Concepticon research | PanLex development

ConcepticonsUp

Most of the language varieties that we document are varieties of natural languages.

Invented languages, and controlled varieties of natural languages, also exist, and we document those, too.

Among those, some are designed to be free of ambiguity and free of synonymy. At the lexical level, a source that defines one of those avoids ever assigning more than one meaning to an expression, and avoids ever assigning a meaning to more than one expression. A language variety of that type is a concepticon. A concepticon can be understood as the language of an ontology.

We protect concepticons from degradation by sources other than those that have brought them into existence. At present, we do this by giving each concepticon the attribute “immutable”. That allows sources to assign their own meanings to expressions in a concepticon, but does not allow any source to create, delete, or modify expressions in a concepticon. It may be more appropriate, instead, to operationalize the idea of ownership of a language variety by a source, something we have not yet done.

People have been inventing concepticons since at least the 17th century. Morris Swadesh, a 20th century linguist, was one of them, and some concepticons derived from his are called “Swadesh lists”. Two of those are the basis for the PanLex Swadesh corpora.

The expressions of concepticons are, in some cases, numbers, either integers or decimal numbers. In other cases, expressions are composed of letters, or of letters and punctuation.

Reconciliation

Some concepticons aim to represent basic concepts of world-wide importance. There is, however, no agreement on what those concepts are, nor on how semantic space should properly be partitioned. Thus, there are multiple concepticons with partly overlapping concepts. If we identify equivalences among meanings of distinct concepticons, we enrich the database.

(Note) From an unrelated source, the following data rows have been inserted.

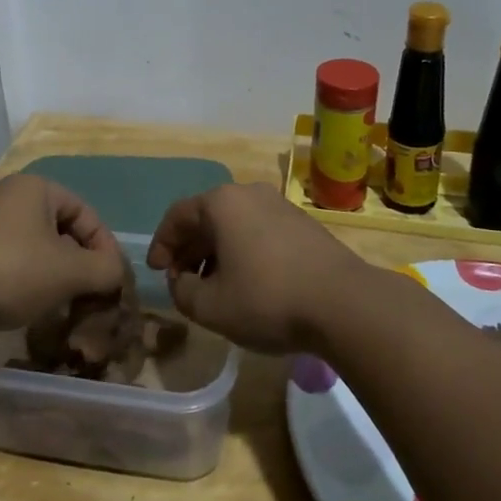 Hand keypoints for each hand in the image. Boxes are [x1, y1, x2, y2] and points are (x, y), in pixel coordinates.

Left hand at [0, 174, 129, 339]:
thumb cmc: (13, 270)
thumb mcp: (70, 271)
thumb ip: (104, 269)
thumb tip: (115, 273)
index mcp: (35, 188)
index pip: (86, 212)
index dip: (105, 246)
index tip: (112, 280)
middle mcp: (7, 196)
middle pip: (60, 230)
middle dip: (79, 263)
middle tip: (89, 294)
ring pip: (34, 247)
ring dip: (53, 275)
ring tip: (61, 304)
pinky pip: (8, 261)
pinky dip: (25, 281)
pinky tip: (27, 306)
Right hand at [146, 183, 369, 352]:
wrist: (344, 304)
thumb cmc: (267, 299)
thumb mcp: (210, 306)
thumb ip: (182, 292)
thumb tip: (182, 281)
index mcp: (221, 203)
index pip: (177, 216)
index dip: (161, 244)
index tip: (156, 272)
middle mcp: (250, 194)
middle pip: (207, 218)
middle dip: (189, 250)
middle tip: (181, 280)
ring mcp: (280, 206)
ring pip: (235, 226)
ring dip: (217, 253)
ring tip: (214, 287)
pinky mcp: (304, 225)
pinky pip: (260, 232)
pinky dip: (244, 253)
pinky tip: (248, 283) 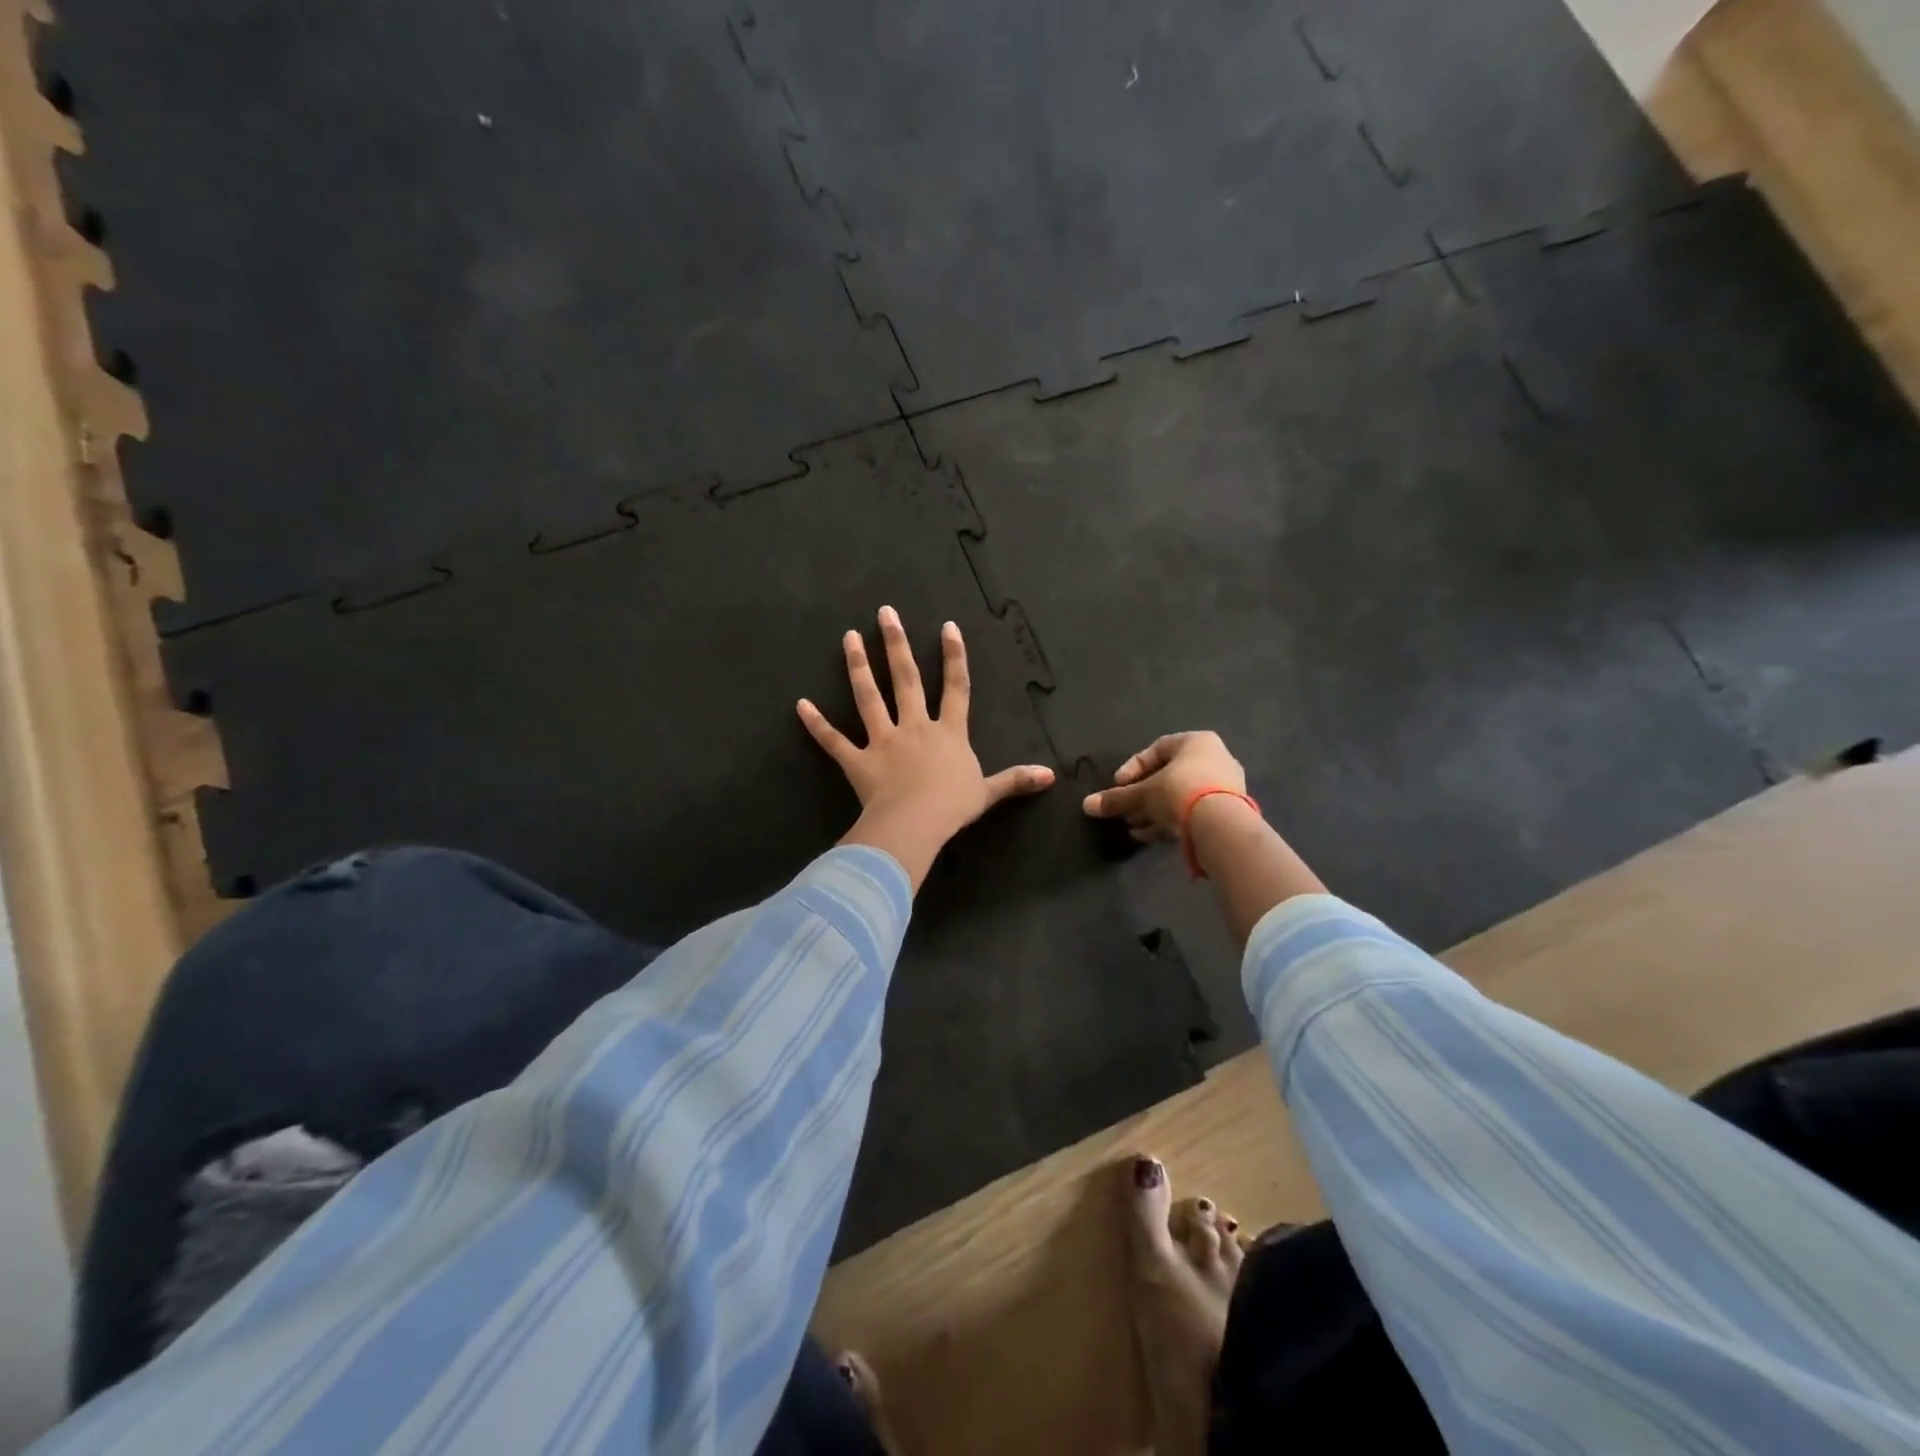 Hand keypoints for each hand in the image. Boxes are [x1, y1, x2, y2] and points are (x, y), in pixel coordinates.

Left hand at [800, 606, 1055, 888]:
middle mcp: (915, 728)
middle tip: (884, 613)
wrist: (916, 825)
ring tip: (849, 638)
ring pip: (869, 698)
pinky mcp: (858, 762)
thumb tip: (1051, 775)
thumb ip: (1016, 779)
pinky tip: (800, 705)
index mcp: (948, 733)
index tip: (947, 627)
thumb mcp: (989, 792)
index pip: (955, 688)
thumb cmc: (953, 807)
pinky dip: (817, 724)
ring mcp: (884, 742)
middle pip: (906, 680)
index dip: (954, 657)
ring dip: (858, 667)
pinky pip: (834, 741)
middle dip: (896, 645)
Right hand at [1081, 731, 1247, 842]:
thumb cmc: (1180, 792)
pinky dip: (1170, 821)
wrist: (1222, 825)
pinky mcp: (1228, 811)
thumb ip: (1116, 798)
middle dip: (1142, 795)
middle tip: (1125, 810)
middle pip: (1168, 776)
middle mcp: (1215, 758)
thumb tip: (1086, 805)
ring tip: (1133, 827)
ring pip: (1179, 796)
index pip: (1157, 749)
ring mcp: (1225, 786)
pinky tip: (1149, 836)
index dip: (1133, 767)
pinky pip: (1192, 812)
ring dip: (1153, 811)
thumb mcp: (1142, 794)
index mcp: (1196, 742)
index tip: (1118, 785)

Suppose source A translates between concepticon L and 5 natural language varieties, and source B translates between concepticon M and 18 natural language varieties. If concepticons L and M have some equivalent expressions, we can document that by translating them into each other. This establishes indirect translatability between the former 5 and the latter 18 natural language varieties. Those are distance-3 translations, but, if we have satisfied ourselves that the equivalences between concepticons are definitive, we can treat translations through L and M as if they were distance-2 translations

Our concepticon research consists of inspection of concepticons and their translations and determinations of equivalence. When we discover an equivalence, we document it in the database.

PanLex Union Concepticon

The device that we use for documenting inter-concepticon equivalences is the PanLex Union Concepticon (PUC). This is a concepticon that we have created for this purpose. It is a union, i.e. a minimal superset, of the other concepticons that we have chosen to reconcile.

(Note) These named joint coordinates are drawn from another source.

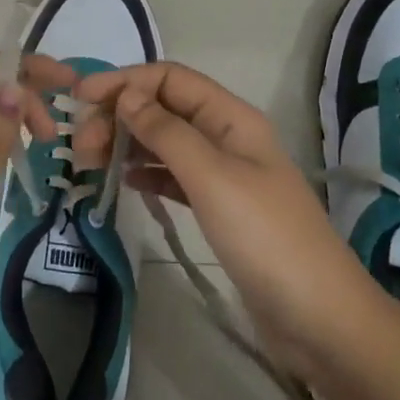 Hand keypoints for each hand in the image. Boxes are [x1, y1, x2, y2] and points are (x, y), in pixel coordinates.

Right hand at [74, 62, 379, 378]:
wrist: (320, 320)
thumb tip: (126, 95)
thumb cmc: (266, 238)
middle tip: (80, 146)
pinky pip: (172, 175)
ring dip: (127, 142)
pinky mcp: (218, 208)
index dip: (125, 81)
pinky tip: (121, 180)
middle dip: (119, 115)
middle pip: (163, 107)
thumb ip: (166, 132)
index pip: (170, 78)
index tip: (81, 98)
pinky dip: (145, 172)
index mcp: (231, 117)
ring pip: (165, 141)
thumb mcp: (212, 178)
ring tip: (89, 161)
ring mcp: (223, 173)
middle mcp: (226, 136) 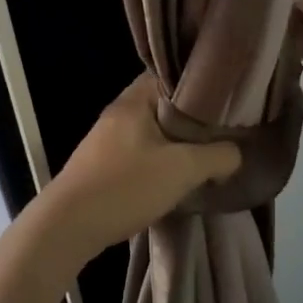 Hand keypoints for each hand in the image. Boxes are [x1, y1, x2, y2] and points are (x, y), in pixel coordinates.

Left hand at [32, 77, 241, 266]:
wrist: (67, 227)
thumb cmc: (125, 186)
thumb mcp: (181, 169)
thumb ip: (216, 156)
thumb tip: (235, 153)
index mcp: (134, 100)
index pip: (171, 75)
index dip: (200, 83)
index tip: (228, 97)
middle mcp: (119, 113)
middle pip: (164, 105)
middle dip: (193, 118)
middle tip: (225, 130)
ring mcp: (107, 140)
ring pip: (153, 132)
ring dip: (177, 143)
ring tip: (208, 155)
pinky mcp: (102, 166)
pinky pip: (140, 153)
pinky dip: (161, 161)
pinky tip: (177, 178) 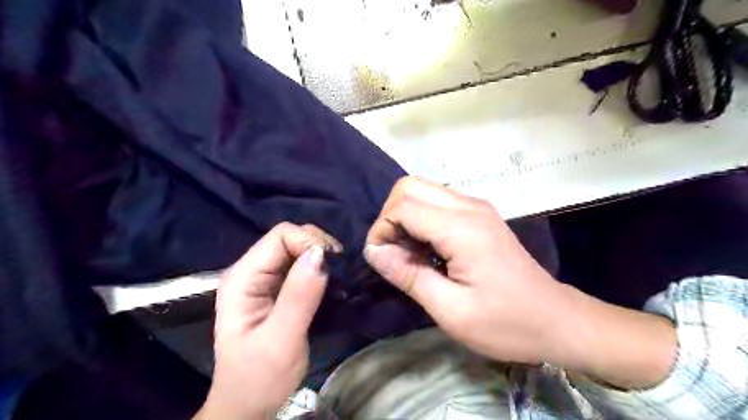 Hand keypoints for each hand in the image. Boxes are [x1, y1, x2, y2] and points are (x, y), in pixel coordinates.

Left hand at [195, 224, 340, 419]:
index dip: (309, 242)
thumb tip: (321, 254)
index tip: (333, 265)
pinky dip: (319, 268)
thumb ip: (299, 296)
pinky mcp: (277, 288)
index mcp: (243, 278)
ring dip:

The PUC is (currently) based on the following other concepticons:

art-000 PanLem
art-012 Swadesh 207
art-245 Swadesh 100
art-257 LWT Code
art-260 Swadesh 200
art-261 SILCAWL
art-266 Swadesh-Gudschinsky 200
art-267 ALCAM 120
art-268 ABVD 210
art-269 ℤ
art-270 LEGO Concepticon
art-277 Swadesh-Yakhontov 110

The source that performs this reconciliation is art:Colowick, “A Union of Concepticons”, by Susan Colowick and Jonathan Pool.

In order to accommodate the 12 component concepticons, PUC has 3,545 expressions.

Future work

We may incorporate additional concepticons into PUC. Among those under consideration are Semantic Domains (art-292; 1,792 expressions) and DCMI Metadata Terms (art-301; 112 expressions).

Related work

In late 02016 another research group published the CLLD Concepticon (art-mul:CC), a major effort to map concepticons to each other. We have not yet examined that work to assess its potential applications in PanLex.